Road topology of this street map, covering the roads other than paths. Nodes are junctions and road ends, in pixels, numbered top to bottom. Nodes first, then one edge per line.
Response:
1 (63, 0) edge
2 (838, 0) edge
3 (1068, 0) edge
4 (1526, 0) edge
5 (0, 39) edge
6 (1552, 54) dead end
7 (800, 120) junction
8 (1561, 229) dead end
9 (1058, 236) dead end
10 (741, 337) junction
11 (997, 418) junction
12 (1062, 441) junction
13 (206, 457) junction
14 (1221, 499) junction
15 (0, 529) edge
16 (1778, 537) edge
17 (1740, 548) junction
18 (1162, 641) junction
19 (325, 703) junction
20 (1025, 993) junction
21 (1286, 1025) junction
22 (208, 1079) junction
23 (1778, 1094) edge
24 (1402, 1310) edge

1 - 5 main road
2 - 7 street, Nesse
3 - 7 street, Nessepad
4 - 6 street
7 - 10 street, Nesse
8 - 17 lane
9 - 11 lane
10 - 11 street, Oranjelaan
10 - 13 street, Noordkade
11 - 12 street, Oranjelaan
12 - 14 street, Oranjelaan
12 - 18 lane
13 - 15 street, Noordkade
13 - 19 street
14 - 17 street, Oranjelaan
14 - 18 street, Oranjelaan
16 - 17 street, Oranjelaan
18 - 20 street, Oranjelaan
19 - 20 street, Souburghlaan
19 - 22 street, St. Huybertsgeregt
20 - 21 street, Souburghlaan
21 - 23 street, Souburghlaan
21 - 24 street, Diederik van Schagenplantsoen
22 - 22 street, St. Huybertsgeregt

- - - -

Gather every line from the listing above in which the word "edge" appears.

Road topology of this street map, covering the roads other than paths. Nodes are junctions and road ends, in pixels, numbered top to bottom. Nodes first, then one edge per line.
1 (63, 0) edge
2 (838, 0) edge
3 (1068, 0) edge
4 (1526, 0) edge
5 (0, 39) edge
15 (0, 529) edge
16 (1778, 537) edge
23 (1778, 1094) edge
24 (1402, 1310) edge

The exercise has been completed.